凤尾鸡冠花叶片快繁体系建立.doc

凤尾鸡冠花叶片快繁体系的建立 　　摘要：为建立凤尾鸡冠花叶片快繁体系，以凤尾鸡冠花叶片为外植体，研究6-BA、NAA对愈伤组织和不定芽诱导以及NAA对不定根分化的影响。结果表明：凤尾鸡冠花叶片愈伤组织诱导的最佳培养基为MS+6-BA 1.00毫克/升+NAA 0.50毫克/升，不定芽诱导的最佳培养基为MS+6-BA1.50 毫克/升+NAA0.20 毫克/升，不定根分化的最佳培养基为1/2MS+NAA0.10毫克/升 关键词：凤尾鸡冠花；叶片；6-BA；NAA；快繁 基金项目：吉林省教育厅“十二五”科学技术研究（吉农院合字[2013]第471号） 中图分类号： S685 文献标识码： A DOI编号： 10.14025/j.cnki.jlny.2016.19.032 凤尾鸡冠花又名鸡头、手花、芦花鸡冠等，为苋科青葙属一年生草本植物。作为常见的食药两用花卉，其富含蛋白质、膳食纤维、维生素、食用色素、黄酮类化合物等多种营养物质，具有止血、止痢、清热解毒和提高机体免疫力等功能[1-3]。凤尾鸡冠花花穗顶生，花色艳丽，分红色、黄色和白色不等，花期较长，是最常见的园林观赏花卉之一[4]。凤尾鸡冠花为异花授粉植物，因此很容易出现品种间的混杂，导致品种退化，加上传统的种子栽培方式繁殖系数低，周期长，进而影响了其观赏价值，增加了繁育成本[1]。建立凤尾鸡冠花的组培快繁体系不仅可以避免品种退化，而且可以不受季节、环境的影响在短时间内培育出大量的鸡冠花新个体，因此具有重要意义。
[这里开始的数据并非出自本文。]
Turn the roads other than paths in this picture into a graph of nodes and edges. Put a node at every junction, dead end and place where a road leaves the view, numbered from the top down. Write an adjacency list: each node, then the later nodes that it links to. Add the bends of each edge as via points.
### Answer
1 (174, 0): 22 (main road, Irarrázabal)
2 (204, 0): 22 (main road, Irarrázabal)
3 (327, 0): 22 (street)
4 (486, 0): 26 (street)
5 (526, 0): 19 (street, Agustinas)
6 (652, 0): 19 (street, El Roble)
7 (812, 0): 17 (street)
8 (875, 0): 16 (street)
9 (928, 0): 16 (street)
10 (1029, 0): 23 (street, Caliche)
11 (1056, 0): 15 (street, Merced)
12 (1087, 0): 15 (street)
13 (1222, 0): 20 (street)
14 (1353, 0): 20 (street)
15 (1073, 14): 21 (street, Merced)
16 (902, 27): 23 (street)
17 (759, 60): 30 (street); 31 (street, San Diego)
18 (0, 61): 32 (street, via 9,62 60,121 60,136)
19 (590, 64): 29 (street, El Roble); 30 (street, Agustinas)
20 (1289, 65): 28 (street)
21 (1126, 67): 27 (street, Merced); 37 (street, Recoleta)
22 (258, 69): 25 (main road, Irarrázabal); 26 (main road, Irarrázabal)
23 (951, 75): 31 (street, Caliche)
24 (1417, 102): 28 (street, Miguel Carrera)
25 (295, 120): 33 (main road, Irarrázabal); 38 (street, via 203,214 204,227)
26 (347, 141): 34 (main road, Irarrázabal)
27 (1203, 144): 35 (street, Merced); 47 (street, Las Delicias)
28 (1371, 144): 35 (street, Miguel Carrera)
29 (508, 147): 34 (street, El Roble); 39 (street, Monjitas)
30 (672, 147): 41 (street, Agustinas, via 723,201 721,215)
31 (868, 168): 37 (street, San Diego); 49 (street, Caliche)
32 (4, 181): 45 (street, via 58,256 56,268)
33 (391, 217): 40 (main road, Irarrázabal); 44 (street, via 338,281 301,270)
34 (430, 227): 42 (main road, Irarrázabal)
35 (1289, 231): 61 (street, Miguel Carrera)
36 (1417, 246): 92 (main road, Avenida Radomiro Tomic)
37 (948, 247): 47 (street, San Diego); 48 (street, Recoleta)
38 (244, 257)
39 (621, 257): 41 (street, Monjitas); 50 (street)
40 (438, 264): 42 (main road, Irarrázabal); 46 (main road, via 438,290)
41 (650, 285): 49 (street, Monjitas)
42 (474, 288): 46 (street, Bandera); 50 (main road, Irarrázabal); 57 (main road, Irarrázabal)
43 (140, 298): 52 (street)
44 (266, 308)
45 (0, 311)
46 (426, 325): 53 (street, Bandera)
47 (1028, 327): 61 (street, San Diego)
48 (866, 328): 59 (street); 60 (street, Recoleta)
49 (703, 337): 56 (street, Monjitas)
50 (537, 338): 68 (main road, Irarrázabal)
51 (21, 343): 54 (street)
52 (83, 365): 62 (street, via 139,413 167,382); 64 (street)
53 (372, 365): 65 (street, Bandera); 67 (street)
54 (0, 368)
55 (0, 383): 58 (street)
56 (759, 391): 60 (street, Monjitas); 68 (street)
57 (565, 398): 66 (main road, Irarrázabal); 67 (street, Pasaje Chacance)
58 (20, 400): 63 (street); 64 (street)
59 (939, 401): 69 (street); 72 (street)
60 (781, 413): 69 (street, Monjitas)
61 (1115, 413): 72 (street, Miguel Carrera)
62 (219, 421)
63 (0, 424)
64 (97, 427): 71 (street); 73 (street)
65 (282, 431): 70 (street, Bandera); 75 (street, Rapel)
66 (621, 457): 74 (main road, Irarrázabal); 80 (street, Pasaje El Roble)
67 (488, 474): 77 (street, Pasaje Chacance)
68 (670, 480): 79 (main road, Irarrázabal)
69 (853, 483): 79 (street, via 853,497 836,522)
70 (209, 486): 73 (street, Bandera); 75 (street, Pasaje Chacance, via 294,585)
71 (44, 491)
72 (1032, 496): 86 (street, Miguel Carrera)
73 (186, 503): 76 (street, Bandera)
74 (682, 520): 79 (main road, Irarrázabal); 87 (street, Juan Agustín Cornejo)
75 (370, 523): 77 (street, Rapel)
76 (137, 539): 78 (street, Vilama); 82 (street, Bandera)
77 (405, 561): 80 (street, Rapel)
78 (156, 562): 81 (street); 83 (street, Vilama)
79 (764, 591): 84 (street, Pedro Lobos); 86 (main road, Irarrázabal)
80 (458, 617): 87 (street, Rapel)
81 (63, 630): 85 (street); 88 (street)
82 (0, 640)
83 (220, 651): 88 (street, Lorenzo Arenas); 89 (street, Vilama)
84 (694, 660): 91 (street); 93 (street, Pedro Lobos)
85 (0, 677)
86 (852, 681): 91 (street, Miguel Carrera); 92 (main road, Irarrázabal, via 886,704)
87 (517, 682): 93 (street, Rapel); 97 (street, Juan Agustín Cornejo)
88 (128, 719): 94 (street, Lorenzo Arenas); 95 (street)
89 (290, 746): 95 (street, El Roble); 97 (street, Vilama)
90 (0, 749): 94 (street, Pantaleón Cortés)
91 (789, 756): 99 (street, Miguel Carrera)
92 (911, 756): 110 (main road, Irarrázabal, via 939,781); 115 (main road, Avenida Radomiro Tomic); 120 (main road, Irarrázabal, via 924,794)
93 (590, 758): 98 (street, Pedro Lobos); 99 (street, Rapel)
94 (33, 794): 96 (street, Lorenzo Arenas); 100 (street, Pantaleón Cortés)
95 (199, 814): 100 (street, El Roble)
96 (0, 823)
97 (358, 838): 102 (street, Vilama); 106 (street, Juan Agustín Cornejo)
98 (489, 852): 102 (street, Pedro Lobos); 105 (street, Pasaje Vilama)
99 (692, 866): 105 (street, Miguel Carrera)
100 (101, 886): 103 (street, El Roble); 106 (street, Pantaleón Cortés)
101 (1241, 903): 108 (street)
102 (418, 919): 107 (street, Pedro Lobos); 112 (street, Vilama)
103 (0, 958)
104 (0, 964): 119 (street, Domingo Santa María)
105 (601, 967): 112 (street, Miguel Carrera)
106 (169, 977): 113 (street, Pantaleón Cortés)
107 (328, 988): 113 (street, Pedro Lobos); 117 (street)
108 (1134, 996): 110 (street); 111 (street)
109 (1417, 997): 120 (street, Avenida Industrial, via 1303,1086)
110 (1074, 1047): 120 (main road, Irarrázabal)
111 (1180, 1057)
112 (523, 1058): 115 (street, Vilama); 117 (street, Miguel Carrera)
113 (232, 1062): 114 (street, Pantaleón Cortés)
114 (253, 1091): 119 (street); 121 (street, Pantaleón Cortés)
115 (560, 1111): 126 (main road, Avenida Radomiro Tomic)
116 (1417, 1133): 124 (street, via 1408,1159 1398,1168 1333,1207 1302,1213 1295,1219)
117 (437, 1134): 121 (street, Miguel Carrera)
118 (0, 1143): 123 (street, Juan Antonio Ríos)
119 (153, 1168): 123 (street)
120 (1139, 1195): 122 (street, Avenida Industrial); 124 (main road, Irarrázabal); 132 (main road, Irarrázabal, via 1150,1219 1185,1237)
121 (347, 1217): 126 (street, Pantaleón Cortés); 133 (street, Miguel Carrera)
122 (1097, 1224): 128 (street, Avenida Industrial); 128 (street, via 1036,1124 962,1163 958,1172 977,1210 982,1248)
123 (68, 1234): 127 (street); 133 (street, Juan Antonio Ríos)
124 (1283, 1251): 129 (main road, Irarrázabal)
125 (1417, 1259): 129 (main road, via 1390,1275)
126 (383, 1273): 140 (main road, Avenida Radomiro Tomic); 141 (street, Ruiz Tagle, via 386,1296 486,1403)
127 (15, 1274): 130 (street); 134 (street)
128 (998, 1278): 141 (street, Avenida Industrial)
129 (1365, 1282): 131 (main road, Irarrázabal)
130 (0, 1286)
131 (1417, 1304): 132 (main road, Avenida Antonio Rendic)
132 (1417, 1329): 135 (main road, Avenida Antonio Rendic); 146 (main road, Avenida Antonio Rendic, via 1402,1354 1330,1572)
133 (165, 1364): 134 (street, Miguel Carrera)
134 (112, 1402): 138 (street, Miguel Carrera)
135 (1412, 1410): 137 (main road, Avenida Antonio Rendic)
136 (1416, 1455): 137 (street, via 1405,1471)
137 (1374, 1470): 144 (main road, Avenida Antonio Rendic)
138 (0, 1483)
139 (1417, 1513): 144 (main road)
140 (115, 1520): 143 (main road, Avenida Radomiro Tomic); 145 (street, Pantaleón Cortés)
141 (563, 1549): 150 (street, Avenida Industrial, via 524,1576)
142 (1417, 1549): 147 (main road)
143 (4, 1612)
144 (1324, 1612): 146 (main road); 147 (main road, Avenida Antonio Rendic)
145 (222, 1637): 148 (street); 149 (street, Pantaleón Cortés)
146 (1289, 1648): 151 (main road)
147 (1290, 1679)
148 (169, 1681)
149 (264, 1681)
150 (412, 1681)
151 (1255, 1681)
目前关于凤尾鸡冠花组织培养研究的报道只有倪德祥对其茎段进行培养和快繁1例[5]，实验首次以凤尾鸡冠花叶片为外植体，研究植物激素（6-BA和NAA）对其愈伤组织诱导以及不定芽、不定根分化的影响，确定叶片快繁体系的最佳激素组合，为凤尾鸡冠花的快速繁育提供新的途径 1 材料与方法 1.1 材料及处理 凤尾鸡冠花种子，购自长春农博会 将种子用70%乙醇消毒30秒，0.1%升汞消毒9分钟，无菌水冲洗干净后，接种于MS培养基中，培养20天左右即可获得3叶期组培苗 1.2 方法 1.2.1 培养方法 将凤尾鸡冠花组培苗叶片切成0.5×0.5厘米大小，按照叶面朝上的方向将其接种到愈伤组织诱导培养基中见表1，30天后统计愈伤组织的诱导率；将生长良好的愈伤组织切成小块接种到不定芽诱导培养基中见表2，30天后统计出芽率；将生长健壮的组培苗接种到生根培养基中培养见表3，21天后统计生根情况 所有培养阶段每个处理接种30瓶，每瓶接种2个外植体。相关计算公式： 愈伤组织诱导率=长出愈伤组织的叶片数/接种叶片数×100%； 出芽率=长出不定芽的愈伤组织数/接种愈伤组织数×100% 1.2.2 培养条件 愈伤组织和不定芽诱导培养基采用含有不同6-BA和NAA浓度配比的MS培养基，生根培养基采用含不同浓度NAA的1/2MS培养基，所用培养基中蔗糖浓度40克/升，琼脂7克/升，pH值5.8；培养温度为25℃，光照强度2500 lx、光照时间12小时/天，相对湿度80% 2 结果与分析 2.1 不同6-BA和NAA浓度配比对叶片愈伤组织诱导的影响 凤尾鸡冠花叶片在愈伤组织诱导培养基中培养5～7天左右，在多数叶缘出现肉眼可见的愈伤组织，随培养时间延长，愈伤组织块逐渐增大，30天左右覆盖所有外植体。由表1可知，9个处理均可诱导出愈伤组织，但愈伤组织诱导率差异显著，其中处理5愈伤组织诱导率最高（93.33%），该处理愈伤组织生长旺盛，呈米白色，无褐变现象；而处理7、8、9则出现了不同程度地褐变现象，说明高浓度6-BA容易导致鸡冠花叶片愈伤组织褐变，综上，凤尾鸡冠花叶片愈伤组织诱导的适宜6-BA和NAA浓度依次为1.00 毫克/升和0.50毫克/升 2.2 不同6-BA和NAA浓度配比对叶片不定芽诱导的影响 将生长旺盛的愈伤组织切成小块接种于芽诱导培养基中见表2，培养17～20天左右，可在多数愈伤组织表面看到芽点，30天左右芽点可分化出芽。由表2可知，不同6-BA和NAA浓度配比可显著影响不定芽的分化，随6-BA浓度增加出芽率也逐渐增加，其中处理8出芽率最高（86.67%），该处理不定芽长势最好，质量最高，处理1、2、3、4尽管也能诱导出不定芽，但在愈伤组织边缘以及靠近培养基面存在褐变现象，综上可知，凤尾鸡冠花不定芽诱导的适宜6-BA和NAA浓度依次为1.5 毫克/升和0.2 毫克/升 2.3 不同浓度NAA对叶片不定根诱导的影响 将长约3～4厘米的试管苗切下来接种到含有不同浓度NAA的1/2MS培养基中，21天后试管苗生根状况如表3所示，可知在不添加NAA的培养基中不能诱导不定根的分化，同时随NAA浓度的增加，